Currently you're listing unsupported ad-hominems against both the various researchers involved and Harvard (and honestly, I think saying that nobody takes Harvard seriously is a bit of a stretch). Regardless of the individuals: the linked studies were all reviewed in depth and accepted by a wide assortment of respected academic journals from across the field of public health.
If you think there are specific flaws in the methodology then please, be specific, but rejecting evidence you disagree with as 'junk science' out of hand is not helpful.
The 'small sample size' and 'unreleased data' you reference is specifically tenuous, since much of the referenced research is based entirely on public data & official statistics, such as the National Crime Victimization Survey (https://bjs.ojp.gov/data-collection/ncvs) produced and released annually by the US Justice Department.
On age: the sibling reply here was wrong and the most recent study listed in that Harvard analysis is actually 2015, but still, age has little bearing here unless you think there's been a very significant change in gun usage in recent years that would invalidate the past conclusions. If so, do please explain why that is.
In the meantime, take a look at https://jamanetwork.com/journals/jamainternalmedicine/articl... as one more example: a 2020 research paper published by a peer-reviewed medical journal, which doesn't involve David Hemenway or Harvard, but supports similar claims backed by public fatality statistics from 2011-2018, and specifically showing that gun self-defense statistics today continue to match patterns from past research in the 80s.
I understand that you don't agree with this research. If you want to convince anybody else, find some concrete reviewed research or hard statistics that directly support your claims (specifically, research that shows "Firearms are used almost exclusively for legal defense", as you claimed above).
I think there's a serious misunderstanding about definitions.

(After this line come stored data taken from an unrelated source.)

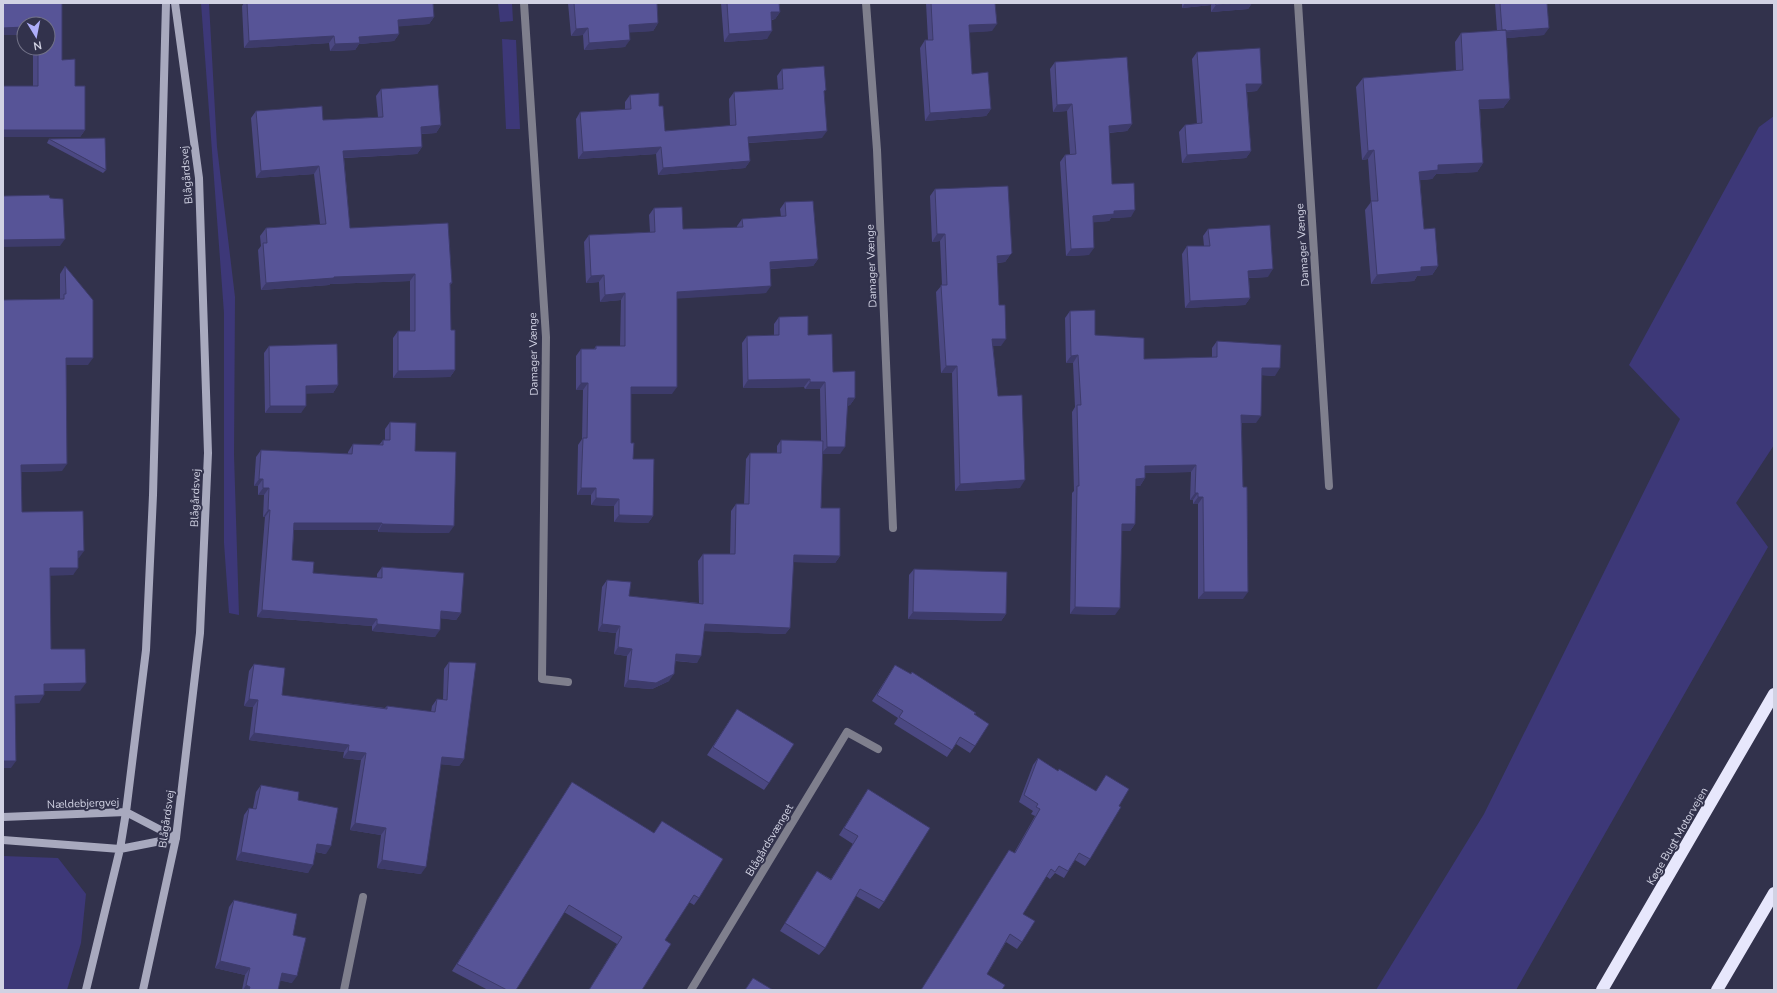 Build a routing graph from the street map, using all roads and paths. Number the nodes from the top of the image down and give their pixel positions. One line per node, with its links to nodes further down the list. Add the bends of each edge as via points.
1 (166, 3): 11 (street, Blågårdsvej, via 154,495 147,642)
2 (175, 3): 13 (street, Blågårdsvej, via 198,178 208,453 200,633)
3 (524, 3): 8 (street, Damager Vænge, via 546,337 542,679)
4 (866, 3): 7 (street, Damager Vænge, via 877,150)
5 (1298, 3): 6 (street, Damager Vænge)
6 (1329, 486)
7 (892, 528)
8 (568, 682)
9 (1774, 694): 22 (highway, Køge Bugt Motorvejen)
10 (878, 749): 21 (street, Blågårdsvænget, via 847,732)
11 (126, 812): 12 (street, Nældebjergvej); 13 (street, Nældebjergvej); 15 (street, Blågårdsvej)
12 (3, 817)
13 (176, 838): 15 (street); 19 (street, Blågårdsvej)
14 (3, 840): 15 (street)
15 (120, 849): 18 (street, Blågårdsvej)
16 (1774, 893): 23 (highway)
17 (363, 897): 20 (street)
18 (86, 990)
19 (143, 990)
20 (344, 990)
21 (691, 990)
22 (1602, 990)
23 (1717, 990)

This study is looking at fatalities. Justifiable homicide is not the only thing included in the estimates of defensive gun use. In fact, the claim is that most defensive gun use does not involve shots being fired.

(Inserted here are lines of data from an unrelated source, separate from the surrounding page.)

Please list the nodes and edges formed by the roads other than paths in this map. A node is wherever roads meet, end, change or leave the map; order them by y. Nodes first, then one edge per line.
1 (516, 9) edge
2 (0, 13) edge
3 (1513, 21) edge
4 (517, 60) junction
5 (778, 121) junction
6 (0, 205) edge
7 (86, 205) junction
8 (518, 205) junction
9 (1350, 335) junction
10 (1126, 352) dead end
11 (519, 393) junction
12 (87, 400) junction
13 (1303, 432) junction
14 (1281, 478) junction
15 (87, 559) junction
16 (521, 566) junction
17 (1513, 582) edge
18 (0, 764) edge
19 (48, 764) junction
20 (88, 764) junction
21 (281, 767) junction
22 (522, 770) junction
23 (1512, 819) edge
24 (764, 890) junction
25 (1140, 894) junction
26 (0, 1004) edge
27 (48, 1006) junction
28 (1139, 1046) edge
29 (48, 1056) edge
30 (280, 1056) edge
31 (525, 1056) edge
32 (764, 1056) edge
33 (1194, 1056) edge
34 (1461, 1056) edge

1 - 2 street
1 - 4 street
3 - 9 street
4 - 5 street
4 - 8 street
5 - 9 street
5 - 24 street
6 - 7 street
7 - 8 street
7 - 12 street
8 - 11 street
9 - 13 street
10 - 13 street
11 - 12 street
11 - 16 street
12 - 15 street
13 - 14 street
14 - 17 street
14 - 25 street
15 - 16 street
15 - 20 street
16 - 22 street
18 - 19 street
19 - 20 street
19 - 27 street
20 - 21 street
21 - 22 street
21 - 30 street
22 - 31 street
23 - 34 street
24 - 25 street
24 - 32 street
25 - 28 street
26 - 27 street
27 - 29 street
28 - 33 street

I see that you are just posting more studies that support your own view. Do you have anything that refutes the CDC's findings posted earlier?
I also stated two different concerns with studies from your Harvard links. Would you care to address those, or continue ignoring valid conversation?
You ask why old data should be called into question. It is well known that violent crime rates have been falling for decades. This could drastically affect the number of people being threatened and the number of people using a gun defensively. Also, a number of prior restrictions on the carrying of firearms have been reduced in many states. If you have more people with the ability/access to use a firearm, that could also affect both sides of the equation. Yes, I do see one study in that list from 2015. I wonder why that one conflicts with the CDC's finding.
I believe there have been peer reviewed and published studies by Kleck and Lott that you can look up if you are truly interested. I'm sure these can be questioned along the same lines as the other comments concerning the author of those other studies and Bloomberg money. American Homicide is supposed to be a good read too.
The main issue with just regurgitating studies like this is that studies can be misinterpreted and misapplied. The way the study is designed can make it a valid study, but at the same time it can limit the scope. Then we end up comparing defensive gun use to justifiable homicide, which are not the same thing.
The lack of context for why this particular idea is a headline story (beyond "knife crime") is frustrating.